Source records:
=-=-=

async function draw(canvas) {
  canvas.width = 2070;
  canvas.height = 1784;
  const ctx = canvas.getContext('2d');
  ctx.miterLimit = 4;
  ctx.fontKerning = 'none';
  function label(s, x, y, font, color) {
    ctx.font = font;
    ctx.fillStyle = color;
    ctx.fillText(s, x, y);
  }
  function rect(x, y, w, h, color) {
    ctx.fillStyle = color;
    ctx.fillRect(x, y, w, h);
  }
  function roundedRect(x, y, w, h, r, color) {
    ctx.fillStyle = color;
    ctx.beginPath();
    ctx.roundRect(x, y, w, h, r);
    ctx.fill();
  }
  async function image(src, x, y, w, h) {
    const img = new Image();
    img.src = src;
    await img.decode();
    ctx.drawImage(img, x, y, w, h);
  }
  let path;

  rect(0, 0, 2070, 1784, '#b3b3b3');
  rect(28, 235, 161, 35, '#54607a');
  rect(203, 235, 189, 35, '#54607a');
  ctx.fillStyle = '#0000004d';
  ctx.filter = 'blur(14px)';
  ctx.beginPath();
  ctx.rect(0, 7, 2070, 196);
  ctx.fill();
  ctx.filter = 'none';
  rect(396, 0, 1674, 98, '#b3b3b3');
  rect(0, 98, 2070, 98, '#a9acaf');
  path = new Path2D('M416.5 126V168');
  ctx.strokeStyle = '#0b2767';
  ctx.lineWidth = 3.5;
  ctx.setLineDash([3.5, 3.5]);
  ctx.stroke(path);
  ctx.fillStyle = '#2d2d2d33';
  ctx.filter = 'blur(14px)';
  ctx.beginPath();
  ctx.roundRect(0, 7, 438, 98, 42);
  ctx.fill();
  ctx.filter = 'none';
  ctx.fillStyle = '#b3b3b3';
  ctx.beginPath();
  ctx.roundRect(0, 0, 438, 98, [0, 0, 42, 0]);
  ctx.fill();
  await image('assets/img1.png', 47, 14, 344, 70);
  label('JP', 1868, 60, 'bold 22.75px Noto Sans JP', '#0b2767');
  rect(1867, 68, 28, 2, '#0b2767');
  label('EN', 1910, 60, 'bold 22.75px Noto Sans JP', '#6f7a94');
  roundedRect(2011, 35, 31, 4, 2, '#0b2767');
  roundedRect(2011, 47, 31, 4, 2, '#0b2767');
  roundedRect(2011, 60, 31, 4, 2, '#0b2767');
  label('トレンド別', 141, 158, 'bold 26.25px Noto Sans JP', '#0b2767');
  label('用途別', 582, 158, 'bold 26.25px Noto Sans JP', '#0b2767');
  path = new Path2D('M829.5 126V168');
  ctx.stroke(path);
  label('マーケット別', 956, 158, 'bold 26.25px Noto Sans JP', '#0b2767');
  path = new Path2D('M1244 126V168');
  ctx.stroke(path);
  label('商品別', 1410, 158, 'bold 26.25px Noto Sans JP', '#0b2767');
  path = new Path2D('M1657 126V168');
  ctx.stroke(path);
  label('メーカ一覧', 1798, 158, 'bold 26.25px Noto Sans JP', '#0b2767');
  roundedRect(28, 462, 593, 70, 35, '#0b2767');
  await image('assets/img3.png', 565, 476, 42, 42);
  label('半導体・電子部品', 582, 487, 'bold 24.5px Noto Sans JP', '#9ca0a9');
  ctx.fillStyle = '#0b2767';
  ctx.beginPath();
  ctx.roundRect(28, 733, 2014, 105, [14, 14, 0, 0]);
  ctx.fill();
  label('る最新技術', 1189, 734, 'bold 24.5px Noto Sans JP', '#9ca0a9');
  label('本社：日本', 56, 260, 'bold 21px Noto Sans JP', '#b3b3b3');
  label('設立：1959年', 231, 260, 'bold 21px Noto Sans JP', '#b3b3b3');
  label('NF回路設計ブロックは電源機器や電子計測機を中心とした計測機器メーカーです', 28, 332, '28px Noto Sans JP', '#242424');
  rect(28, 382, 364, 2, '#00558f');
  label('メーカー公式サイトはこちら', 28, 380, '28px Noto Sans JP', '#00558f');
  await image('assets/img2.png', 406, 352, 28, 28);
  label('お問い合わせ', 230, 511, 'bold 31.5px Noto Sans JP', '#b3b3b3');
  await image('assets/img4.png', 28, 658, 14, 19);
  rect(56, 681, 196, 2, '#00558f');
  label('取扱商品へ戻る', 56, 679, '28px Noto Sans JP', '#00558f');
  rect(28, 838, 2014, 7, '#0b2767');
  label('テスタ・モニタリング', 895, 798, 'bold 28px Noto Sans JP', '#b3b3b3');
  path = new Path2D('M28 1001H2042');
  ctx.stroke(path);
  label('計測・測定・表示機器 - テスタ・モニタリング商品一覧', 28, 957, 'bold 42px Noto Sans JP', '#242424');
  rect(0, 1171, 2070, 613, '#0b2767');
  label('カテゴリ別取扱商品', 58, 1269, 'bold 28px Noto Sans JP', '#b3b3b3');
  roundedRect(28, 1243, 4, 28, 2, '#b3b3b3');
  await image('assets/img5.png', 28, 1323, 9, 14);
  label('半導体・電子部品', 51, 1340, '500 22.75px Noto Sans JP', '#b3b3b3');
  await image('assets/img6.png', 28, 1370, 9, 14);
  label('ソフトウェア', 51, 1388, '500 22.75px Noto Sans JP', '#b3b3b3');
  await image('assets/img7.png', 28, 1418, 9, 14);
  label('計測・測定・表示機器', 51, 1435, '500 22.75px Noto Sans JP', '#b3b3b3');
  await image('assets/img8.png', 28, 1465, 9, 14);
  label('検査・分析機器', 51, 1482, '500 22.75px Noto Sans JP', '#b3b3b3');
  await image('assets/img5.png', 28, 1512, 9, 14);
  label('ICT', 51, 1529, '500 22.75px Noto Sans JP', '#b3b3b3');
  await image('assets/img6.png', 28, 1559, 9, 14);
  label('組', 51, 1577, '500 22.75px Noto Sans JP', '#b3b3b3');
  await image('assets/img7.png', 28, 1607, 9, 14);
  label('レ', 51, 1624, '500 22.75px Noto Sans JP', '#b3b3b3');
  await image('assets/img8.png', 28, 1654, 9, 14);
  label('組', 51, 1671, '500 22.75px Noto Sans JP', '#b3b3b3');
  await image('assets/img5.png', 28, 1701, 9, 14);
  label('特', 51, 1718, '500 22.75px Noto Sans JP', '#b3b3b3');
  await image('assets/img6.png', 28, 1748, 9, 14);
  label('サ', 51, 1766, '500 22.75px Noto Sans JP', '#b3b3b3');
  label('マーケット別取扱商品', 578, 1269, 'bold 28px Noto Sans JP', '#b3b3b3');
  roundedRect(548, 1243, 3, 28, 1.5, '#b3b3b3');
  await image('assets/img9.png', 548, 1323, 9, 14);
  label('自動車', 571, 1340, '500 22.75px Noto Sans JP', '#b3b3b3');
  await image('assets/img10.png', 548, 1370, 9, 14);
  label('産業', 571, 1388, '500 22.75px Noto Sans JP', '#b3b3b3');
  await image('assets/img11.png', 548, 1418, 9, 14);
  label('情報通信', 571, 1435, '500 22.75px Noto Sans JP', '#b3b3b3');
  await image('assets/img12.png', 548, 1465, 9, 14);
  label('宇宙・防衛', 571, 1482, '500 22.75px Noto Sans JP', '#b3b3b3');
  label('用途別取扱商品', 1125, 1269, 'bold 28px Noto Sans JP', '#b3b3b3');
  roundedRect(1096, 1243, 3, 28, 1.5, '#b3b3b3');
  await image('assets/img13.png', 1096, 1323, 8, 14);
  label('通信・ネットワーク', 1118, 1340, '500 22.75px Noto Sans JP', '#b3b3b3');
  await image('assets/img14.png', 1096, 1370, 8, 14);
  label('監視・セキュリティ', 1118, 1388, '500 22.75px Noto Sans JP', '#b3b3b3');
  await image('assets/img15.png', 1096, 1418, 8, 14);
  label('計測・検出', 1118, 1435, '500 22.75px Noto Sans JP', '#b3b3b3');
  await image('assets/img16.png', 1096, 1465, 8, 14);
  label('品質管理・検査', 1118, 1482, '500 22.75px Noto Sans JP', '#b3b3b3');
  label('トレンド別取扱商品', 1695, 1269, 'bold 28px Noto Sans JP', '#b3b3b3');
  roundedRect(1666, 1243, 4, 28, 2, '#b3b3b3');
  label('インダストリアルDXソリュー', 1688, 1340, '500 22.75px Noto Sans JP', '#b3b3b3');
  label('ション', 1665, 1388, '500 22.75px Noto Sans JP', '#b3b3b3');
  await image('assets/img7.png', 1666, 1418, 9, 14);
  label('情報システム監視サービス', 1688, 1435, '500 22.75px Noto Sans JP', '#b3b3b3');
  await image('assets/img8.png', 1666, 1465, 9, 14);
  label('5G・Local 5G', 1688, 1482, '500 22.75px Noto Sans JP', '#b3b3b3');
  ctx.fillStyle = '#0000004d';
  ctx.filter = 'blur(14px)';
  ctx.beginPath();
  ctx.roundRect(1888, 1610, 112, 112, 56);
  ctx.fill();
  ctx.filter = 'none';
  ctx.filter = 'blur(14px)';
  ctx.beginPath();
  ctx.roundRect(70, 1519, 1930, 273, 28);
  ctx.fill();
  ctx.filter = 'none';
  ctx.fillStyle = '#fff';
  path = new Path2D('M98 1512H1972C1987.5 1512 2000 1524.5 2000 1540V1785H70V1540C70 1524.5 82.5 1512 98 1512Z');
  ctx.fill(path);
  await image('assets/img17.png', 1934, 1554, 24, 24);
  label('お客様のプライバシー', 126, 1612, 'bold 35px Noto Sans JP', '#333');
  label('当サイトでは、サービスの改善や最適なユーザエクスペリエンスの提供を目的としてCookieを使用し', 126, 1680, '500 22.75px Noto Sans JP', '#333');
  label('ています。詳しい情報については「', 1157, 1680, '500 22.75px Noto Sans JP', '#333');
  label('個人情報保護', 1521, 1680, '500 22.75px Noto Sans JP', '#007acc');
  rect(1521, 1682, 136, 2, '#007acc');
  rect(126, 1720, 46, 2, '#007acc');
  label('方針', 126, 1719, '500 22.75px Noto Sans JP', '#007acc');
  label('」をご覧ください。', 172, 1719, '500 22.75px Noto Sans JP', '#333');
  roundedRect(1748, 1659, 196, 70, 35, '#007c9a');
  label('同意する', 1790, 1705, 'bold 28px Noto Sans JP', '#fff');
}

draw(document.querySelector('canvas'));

=-=-=

| WORK TO COMPLETE |
When you answer, output each line of the data exactly as given, from its first line up to and including the one with "ctx.rect(0, 7, 2070, 196);".

| TASK RESPONSE |
async function draw(canvas) {
  canvas.width = 2070;
  canvas.height = 1784;
  const ctx = canvas.getContext('2d');
  ctx.miterLimit = 4;
  ctx.fontKerning = 'none';
  function label(s, x, y, font, color) {
    ctx.font = font;
    ctx.fillStyle = color;
    ctx.fillText(s, x, y);
  }
  function rect(x, y, w, h, color) {
    ctx.fillStyle = color;
    ctx.fillRect(x, y, w, h);
  }
  function roundedRect(x, y, w, h, r, color) {
    ctx.fillStyle = color;
    ctx.beginPath();
    ctx.roundRect(x, y, w, h, r);
    ctx.fill();
  }
  async function image(src, x, y, w, h) {
    const img = new Image();
    img.src = src;
    await img.decode();
    ctx.drawImage(img, x, y, w, h);
  }
  let path;

  rect(0, 0, 2070, 1784, '#b3b3b3');
  rect(28, 235, 161, 35, '#54607a');
  rect(203, 235, 189, 35, '#54607a');
  ctx.fillStyle = '#0000004d';
  ctx.filter = 'blur(14px)';
  ctx.beginPath();
  ctx.rect(0, 7, 2070, 196);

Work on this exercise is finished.